The Tax Court is justified in interfering with the Minister's determination
under subparagraph 3(2)(c)(ii)-by proceeding to review the merits of the
Minister's determination-where it is established that the Minister: (i) acted
in bad faith or for an improper purpose or motive; (ii) failed to take into
account all of the relevant circumstances, as expressly required by paragraph
3(2)(c)(ii); or (iii) took into account an irrelevant factor.
[23] It must be
recognized that this Court is bound under the doctrine of stare decisis
by the authority of the Federal Court of Appeal. Jencan makes it clear
that
... the
jurisdiction of the Tax Court is strictly circumscribed. The Minister is the
only one who can satisfy himself, having regard to all the circumstances of the
employment, including the remuneration paid, the terms and conditions and
importance of the work performed, that the applicant and its employee are to be
deemed to deal with each other at arm's length. Under the authority of Minister
of National Revenue v.
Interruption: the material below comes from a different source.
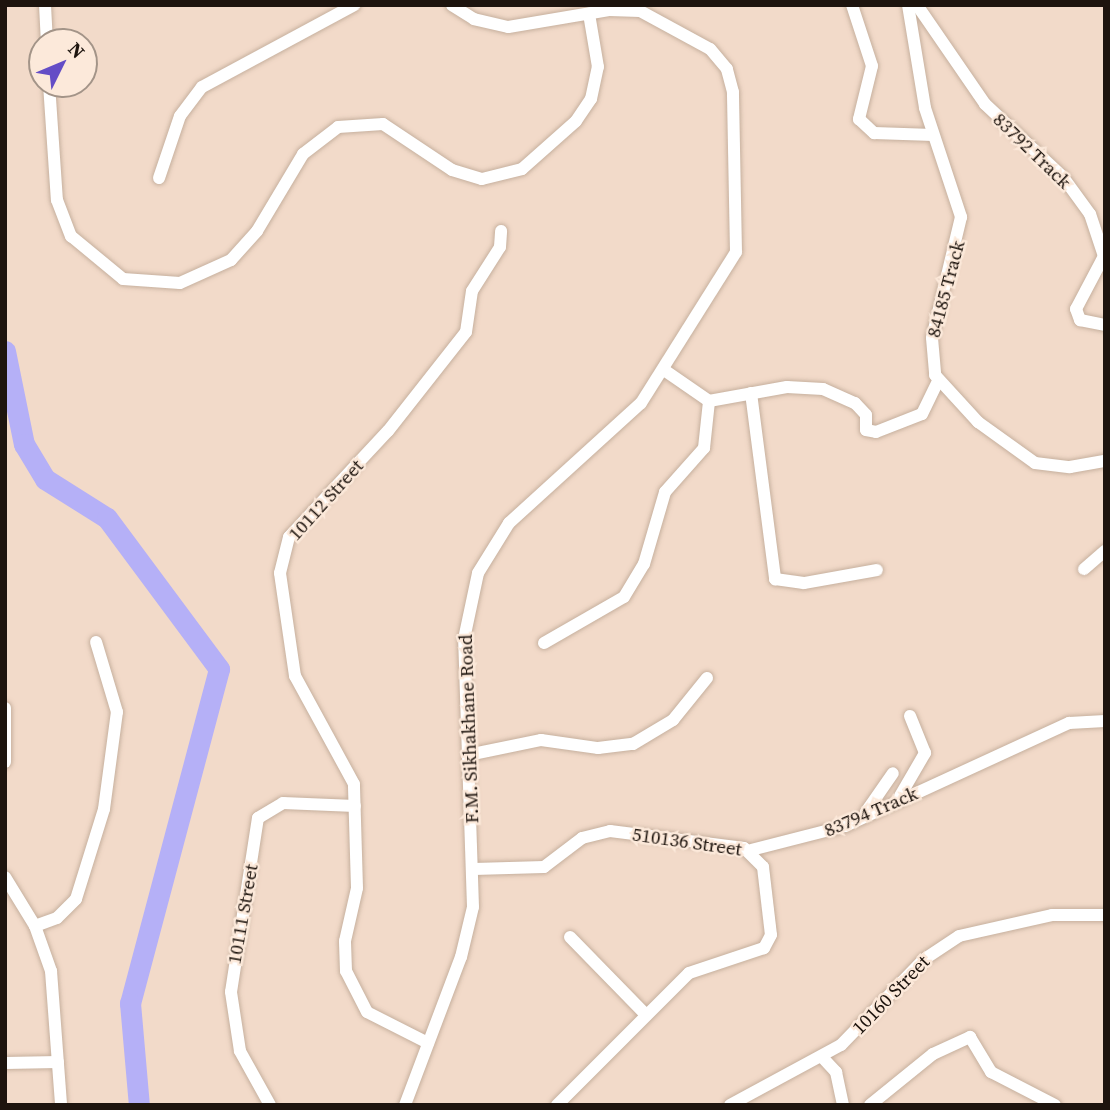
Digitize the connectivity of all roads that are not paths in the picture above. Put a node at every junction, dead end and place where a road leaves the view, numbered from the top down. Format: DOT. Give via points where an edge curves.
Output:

Wrights' Canadian Ropes Ltd., contends the respondent,
unless the Minister has not had regard to all the circumstances of the
employment (as required by subparagraph 3(2)(c)(ii) of the Act), has considered
irrelevant factors, or has acted in contravention of some principle of law, the
court may not interfere...
[24] Having regard to
the above, specifically the evidence gathered, the appellant’s admissions, the
unrefuted assumptions of fact of the Minister, the contradictions between the
evidence at the hearing and the earlier declarations, this Court does not see
that its intervention is warranted.
[25] Furthermore, this
Court is of the opinion that the Minister, in the exercise of his discretion
under subsections 5(3) and 93(3) of the Employment Insurance Act met the
requirements of the Act by having regard to all the circumstances of the
appellant’s employment, as laid down in Jencan, supra.
[26] The onus was on
the appellant to prove her case and she was entitled to adduce new evidence to
contradict the facts relied on by the Minister to justify his decision; she did
not do so.
[27] This Court must
therefore conclude that, taking all the circumstances into account, it was
reasonable for the Minister to decide that the appellant and the payer would
not have entered into a substantially similar contract had they been dealing
with each other at arm’s length within the meaning of paragraph 5(3)(b)
of the Employment Insurance Act.
[28] Consequently, the
appeals are dismissed and the Minister’s decision is confirmed.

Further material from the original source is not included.